SESSION 1B: Inaugural Lectures by Fellows/Associates

E D Jemmis

Development of two-phase heat sinks for earth and microgravity thermal management applications

Boiling utilizes the latent heat of vapourization of a fluid to enable high heat transfer in applications such as cooling of electronics, cryogenic fuel storage, refrigeration and air conditioning. However, boiling behaviour is altered and the advantage of high heat transfer on earth is lost due to absence of buoyancy-induced bubble removal in zero gravity of space. In this regard, the speaker has developed a passive bubble removal mechanism, which uses surfactants found in soaps and detergents to facilitate more than 4x enhancement in heat transfer in comparison to boiling with pure water. This strategy is currently being implemented in a two-phase heat spreader for hot spot mitigation in spacecrafts.
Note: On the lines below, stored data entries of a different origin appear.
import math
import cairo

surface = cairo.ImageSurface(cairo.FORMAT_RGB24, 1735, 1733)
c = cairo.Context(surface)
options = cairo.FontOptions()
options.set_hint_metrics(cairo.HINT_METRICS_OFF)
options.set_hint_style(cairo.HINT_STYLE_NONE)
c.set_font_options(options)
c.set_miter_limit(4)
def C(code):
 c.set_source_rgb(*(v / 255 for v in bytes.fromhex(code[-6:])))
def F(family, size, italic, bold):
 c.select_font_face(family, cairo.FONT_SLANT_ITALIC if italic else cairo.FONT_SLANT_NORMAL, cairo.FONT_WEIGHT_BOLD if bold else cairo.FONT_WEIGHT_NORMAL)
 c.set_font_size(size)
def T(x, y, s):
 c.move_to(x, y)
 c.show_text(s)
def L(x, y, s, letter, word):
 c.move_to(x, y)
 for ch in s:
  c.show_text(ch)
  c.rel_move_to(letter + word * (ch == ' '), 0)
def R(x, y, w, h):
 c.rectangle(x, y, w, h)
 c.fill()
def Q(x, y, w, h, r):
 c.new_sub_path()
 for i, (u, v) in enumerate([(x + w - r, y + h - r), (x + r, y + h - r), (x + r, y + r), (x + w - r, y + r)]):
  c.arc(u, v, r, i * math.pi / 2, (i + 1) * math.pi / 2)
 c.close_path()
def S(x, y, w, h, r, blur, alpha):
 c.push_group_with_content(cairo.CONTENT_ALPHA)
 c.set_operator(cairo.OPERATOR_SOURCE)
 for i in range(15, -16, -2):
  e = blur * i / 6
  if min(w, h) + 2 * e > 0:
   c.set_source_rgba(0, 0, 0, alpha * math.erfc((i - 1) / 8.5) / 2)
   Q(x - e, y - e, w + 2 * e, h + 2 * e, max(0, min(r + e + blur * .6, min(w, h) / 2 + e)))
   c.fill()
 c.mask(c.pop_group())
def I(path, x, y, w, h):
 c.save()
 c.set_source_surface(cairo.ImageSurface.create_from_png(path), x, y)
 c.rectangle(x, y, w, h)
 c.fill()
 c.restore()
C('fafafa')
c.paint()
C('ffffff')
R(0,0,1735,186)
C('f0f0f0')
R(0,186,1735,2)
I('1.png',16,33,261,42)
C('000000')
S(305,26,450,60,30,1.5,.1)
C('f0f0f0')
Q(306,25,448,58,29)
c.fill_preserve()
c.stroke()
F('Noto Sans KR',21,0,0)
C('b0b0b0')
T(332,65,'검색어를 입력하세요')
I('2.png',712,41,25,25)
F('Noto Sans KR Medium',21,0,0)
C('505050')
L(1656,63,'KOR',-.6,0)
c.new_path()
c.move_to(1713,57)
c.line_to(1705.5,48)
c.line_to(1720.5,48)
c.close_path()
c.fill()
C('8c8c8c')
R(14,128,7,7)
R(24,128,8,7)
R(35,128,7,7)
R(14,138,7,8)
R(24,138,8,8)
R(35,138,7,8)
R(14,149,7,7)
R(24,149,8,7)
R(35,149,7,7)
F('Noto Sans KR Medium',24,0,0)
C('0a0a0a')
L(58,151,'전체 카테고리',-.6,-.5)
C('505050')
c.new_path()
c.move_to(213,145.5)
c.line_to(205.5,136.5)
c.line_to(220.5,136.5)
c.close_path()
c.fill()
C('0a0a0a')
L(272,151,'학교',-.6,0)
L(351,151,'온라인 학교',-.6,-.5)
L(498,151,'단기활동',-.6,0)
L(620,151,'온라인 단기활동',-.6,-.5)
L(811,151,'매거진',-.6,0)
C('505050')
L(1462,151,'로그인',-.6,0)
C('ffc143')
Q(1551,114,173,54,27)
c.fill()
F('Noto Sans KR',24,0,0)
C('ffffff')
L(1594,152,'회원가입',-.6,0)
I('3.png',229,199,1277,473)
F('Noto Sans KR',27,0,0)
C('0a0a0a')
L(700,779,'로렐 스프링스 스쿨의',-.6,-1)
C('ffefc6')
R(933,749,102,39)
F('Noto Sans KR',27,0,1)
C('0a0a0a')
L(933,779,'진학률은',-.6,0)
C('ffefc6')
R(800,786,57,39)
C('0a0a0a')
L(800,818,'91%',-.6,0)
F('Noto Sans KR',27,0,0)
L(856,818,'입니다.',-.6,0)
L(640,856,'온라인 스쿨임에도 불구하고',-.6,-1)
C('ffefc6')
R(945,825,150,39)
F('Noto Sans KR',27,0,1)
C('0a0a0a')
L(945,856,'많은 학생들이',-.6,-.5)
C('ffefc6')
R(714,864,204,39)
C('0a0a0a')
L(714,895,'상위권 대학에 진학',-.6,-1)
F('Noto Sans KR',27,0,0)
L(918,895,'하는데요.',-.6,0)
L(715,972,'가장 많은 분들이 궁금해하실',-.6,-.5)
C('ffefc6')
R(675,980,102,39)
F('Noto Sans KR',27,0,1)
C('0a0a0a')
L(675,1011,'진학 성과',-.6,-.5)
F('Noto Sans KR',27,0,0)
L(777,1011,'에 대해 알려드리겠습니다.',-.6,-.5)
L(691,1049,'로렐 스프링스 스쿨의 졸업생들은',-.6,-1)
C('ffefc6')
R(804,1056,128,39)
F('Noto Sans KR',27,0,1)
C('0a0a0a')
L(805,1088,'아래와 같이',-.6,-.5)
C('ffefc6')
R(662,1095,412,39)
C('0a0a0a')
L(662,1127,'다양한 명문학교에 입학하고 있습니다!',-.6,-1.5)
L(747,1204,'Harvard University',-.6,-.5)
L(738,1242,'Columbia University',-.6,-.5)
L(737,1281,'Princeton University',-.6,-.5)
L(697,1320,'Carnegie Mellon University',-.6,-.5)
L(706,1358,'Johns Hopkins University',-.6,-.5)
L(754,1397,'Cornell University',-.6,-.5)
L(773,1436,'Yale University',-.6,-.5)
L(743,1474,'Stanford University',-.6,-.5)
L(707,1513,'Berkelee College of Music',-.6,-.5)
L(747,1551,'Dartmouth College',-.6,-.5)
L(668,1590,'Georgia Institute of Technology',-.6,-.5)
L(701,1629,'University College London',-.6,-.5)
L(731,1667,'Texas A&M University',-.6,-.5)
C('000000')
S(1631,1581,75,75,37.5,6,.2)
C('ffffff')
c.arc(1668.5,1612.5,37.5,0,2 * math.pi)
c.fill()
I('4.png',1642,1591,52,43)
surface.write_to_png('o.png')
Similarly, boiling in the confinement of microchannels does not allow easy bubble removal even on earth. In this regard, he has developed an ingenious pulse dampener, which adaptively removes the excess vapour generated in the microchannels. This strategy allows relatively high heat transfer (~MW/m^2) in comparison to the typical heat sinks without pulse-dampener (~500 kW/m^2). The pressure drop penalty is also small in comparison to the other state-of-the-art technologies.